TASK OBJECTIVE –
Make an exact copy of all the data.

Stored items
○ ○ ○ ○ ○ ○ ○
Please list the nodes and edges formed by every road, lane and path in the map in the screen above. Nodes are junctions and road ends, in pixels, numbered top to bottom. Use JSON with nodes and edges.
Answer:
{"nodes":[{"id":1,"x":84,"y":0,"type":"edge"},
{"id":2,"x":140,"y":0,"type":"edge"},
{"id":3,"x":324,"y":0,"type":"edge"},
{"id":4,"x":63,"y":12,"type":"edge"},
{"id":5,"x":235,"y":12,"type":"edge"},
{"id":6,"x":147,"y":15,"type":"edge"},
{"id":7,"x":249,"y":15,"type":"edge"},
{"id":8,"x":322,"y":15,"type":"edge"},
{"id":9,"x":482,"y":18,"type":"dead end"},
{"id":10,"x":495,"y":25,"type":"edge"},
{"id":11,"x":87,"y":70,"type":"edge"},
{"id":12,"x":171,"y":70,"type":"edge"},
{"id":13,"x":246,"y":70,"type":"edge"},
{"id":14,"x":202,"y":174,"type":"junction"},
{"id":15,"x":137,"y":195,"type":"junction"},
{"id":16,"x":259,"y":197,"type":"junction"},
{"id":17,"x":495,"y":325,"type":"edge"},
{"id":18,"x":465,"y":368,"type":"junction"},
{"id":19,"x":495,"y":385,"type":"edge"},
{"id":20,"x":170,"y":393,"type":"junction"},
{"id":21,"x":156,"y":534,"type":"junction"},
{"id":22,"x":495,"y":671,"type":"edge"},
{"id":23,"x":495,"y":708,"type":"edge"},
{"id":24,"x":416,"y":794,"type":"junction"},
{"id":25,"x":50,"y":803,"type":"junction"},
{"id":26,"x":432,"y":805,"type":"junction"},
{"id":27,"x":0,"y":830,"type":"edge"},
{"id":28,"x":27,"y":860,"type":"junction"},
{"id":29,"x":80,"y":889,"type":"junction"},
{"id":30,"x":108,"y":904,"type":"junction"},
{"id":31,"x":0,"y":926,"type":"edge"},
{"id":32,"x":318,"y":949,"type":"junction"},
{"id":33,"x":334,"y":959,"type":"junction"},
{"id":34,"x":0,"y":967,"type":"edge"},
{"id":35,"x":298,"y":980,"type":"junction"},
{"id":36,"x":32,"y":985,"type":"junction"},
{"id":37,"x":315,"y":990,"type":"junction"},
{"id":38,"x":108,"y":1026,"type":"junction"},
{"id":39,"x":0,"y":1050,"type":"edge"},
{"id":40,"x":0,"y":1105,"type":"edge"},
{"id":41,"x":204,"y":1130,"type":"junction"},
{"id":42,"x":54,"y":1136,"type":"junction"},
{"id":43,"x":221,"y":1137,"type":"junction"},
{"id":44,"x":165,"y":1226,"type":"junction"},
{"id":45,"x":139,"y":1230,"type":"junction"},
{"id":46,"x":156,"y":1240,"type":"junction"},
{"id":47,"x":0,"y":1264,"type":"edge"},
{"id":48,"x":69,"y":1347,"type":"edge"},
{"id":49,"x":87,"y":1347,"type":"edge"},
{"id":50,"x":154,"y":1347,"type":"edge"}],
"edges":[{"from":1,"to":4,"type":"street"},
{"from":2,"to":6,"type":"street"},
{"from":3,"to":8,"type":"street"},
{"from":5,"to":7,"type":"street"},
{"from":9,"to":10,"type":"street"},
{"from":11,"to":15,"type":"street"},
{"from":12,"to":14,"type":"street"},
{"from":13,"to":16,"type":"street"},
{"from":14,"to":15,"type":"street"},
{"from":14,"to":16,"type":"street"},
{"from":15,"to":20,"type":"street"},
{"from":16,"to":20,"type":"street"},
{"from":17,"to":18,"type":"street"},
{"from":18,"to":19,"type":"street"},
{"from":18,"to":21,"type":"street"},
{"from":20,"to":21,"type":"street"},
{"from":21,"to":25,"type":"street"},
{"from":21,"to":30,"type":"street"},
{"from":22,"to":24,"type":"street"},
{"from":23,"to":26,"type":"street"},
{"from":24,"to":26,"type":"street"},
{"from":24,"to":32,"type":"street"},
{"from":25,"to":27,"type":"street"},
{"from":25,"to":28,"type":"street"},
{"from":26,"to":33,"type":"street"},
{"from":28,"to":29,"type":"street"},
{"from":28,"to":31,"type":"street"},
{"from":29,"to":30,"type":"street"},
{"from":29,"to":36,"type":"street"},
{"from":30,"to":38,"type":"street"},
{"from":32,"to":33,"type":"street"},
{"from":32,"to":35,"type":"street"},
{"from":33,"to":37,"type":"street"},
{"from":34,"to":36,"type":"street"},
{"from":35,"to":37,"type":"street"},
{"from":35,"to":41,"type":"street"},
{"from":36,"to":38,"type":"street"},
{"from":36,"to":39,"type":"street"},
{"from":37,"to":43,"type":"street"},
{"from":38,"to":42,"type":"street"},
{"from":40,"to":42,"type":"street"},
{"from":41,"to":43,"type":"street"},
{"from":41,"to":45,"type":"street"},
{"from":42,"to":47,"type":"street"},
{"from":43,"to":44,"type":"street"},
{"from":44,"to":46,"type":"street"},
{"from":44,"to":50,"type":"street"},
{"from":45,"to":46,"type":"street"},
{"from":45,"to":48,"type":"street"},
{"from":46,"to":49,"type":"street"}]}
○ ○ ○ ○ ○ ○ ○
OUTPUT –
Please list the nodes and edges formed by every road, lane and path in the map in the screen above. Nodes are junctions and road ends, in pixels, numbered top to bottom. Use JSON with nodes and edges.
Answer:
{"nodes":[{"id":1,"x":84,"y":0,"type":"edge"},
{"id":2,"x":140,"y":0,"type":"edge"},
{"id":3,"x":324,"y":0,"type":"edge"},
{"id":4,"x":63,"y":12,"type":"edge"},
{"id":5,"x":235,"y":12,"type":"edge"},
{"id":6,"x":147,"y":15,"type":"edge"},
{"id":7,"x":249,"y":15,"type":"edge"},
{"id":8,"x":322,"y":15,"type":"edge"},
{"id":9,"x":482,"y":18,"type":"dead end"},
{"id":10,"x":495,"y":25,"type":"edge"},
{"id":11,"x":87,"y":70,"type":"edge"},
{"id":12,"x":171,"y":70,"type":"edge"},
{"id":13,"x":246,"y":70,"type":"edge"},
{"id":14,"x":202,"y":174,"type":"junction"},
{"id":15,"x":137,"y":195,"type":"junction"},
{"id":16,"x":259,"y":197,"type":"junction"},
{"id":17,"x":495,"y":325,"type":"edge"},
{"id":18,"x":465,"y":368,"type":"junction"},
{"id":19,"x":495,"y":385,"type":"edge"},
{"id":20,"x":170,"y":393,"type":"junction"},
{"id":21,"x":156,"y":534,"type":"junction"},
{"id":22,"x":495,"y":671,"type":"edge"},
{"id":23,"x":495,"y":708,"type":"edge"},
{"id":24,"x":416,"y":794,"type":"junction"},
{"id":25,"x":50,"y":803,"type":"junction"},
{"id":26,"x":432,"y":805,"type":"junction"},
{"id":27,"x":0,"y":830,"type":"edge"},
{"id":28,"x":27,"y":860,"type":"junction"},
{"id":29,"x":80,"y":889,"type":"junction"},
{"id":30,"x":108,"y":904,"type":"junction"},
{"id":31,"x":0,"y":926,"type":"edge"},
{"id":32,"x":318,"y":949,"type":"junction"},
{"id":33,"x":334,"y":959,"type":"junction"},
{"id":34,"x":0,"y":967,"type":"edge"},
{"id":35,"x":298,"y":980,"type":"junction"},
{"id":36,"x":32,"y":985,"type":"junction"},
{"id":37,"x":315,"y":990,"type":"junction"},
{"id":38,"x":108,"y":1026,"type":"junction"},
{"id":39,"x":0,"y":1050,"type":"edge"},
{"id":40,"x":0,"y":1105,"type":"edge"},
{"id":41,"x":204,"y":1130,"type":"junction"},
{"id":42,"x":54,"y":1136,"type":"junction"},
{"id":43,"x":221,"y":1137,"type":"junction"},
{"id":44,"x":165,"y":1226,"type":"junction"},
{"id":45,"x":139,"y":1230,"type":"junction"},
{"id":46,"x":156,"y":1240,"type":"junction"},
{"id":47,"x":0,"y":1264,"type":"edge"},
{"id":48,"x":69,"y":1347,"type":"edge"},
{"id":49,"x":87,"y":1347,"type":"edge"},
{"id":50,"x":154,"y":1347,"type":"edge"}],
"edges":[{"from":1,"to":4,"type":"street"},
{"from":2,"to":6,"type":"street"},
{"from":3,"to":8,"type":"street"},
{"from":5,"to":7,"type":"street"},
{"from":9,"to":10,"type":"street"},
{"from":11,"to":15,"type":"street"},
{"from":12,"to":14,"type":"street"},
{"from":13,"to":16,"type":"street"},
{"from":14,"to":15,"type":"street"},
{"from":14,"to":16,"type":"street"},
{"from":15,"to":20,"type":"street"},
{"from":16,"to":20,"type":"street"},
{"from":17,"to":18,"type":"street"},
{"from":18,"to":19,"type":"street"},
{"from":18,"to":21,"type":"street"},
{"from":20,"to":21,"type":"street"},
{"from":21,"to":25,"type":"street"},
{"from":21,"to":30,"type":"street"},
{"from":22,"to":24,"type":"street"},
{"from":23,"to":26,"type":"street"},
{"from":24,"to":26,"type":"street"},
{"from":24,"to":32,"type":"street"},
{"from":25,"to":27,"type":"street"},
{"from":25,"to":28,"type":"street"},
{"from":26,"to":33,"type":"street"},
{"from":28,"to":29,"type":"street"},
{"from":28,"to":31,"type":"street"},
{"from":29,"to":30,"type":"street"},
{"from":29,"to":36,"type":"street"},
{"from":30,"to":38,"type":"street"},
{"from":32,"to":33,"type":"street"},
{"from":32,"to":35,"type":"street"},
{"from":33,"to":37,"type":"street"},
{"from":34,"to":36,"type":"street"},
{"from":35,"to":37,"type":"street"},
{"from":35,"to":41,"type":"street"},
{"from":36,"to":38,"type":"street"},
{"from":36,"to":39,"type":"street"},
{"from":37,"to":43,"type":"street"},
{"from":38,"to":42,"type":"street"},
{"from":40,"to":42,"type":"street"},
{"from":41,"to":43,"type":"street"},
{"from":41,"to":45,"type":"street"},
{"from":42,"to":47,"type":"street"},
{"from":43,"to":44,"type":"street"},
{"from":44,"to":46,"type":"street"},
{"from":44,"to":50,"type":"street"},
{"from":45,"to":46,"type":"street"},
{"from":45,"to":48,"type":"street"},
{"from":46,"to":49,"type":"street"}]}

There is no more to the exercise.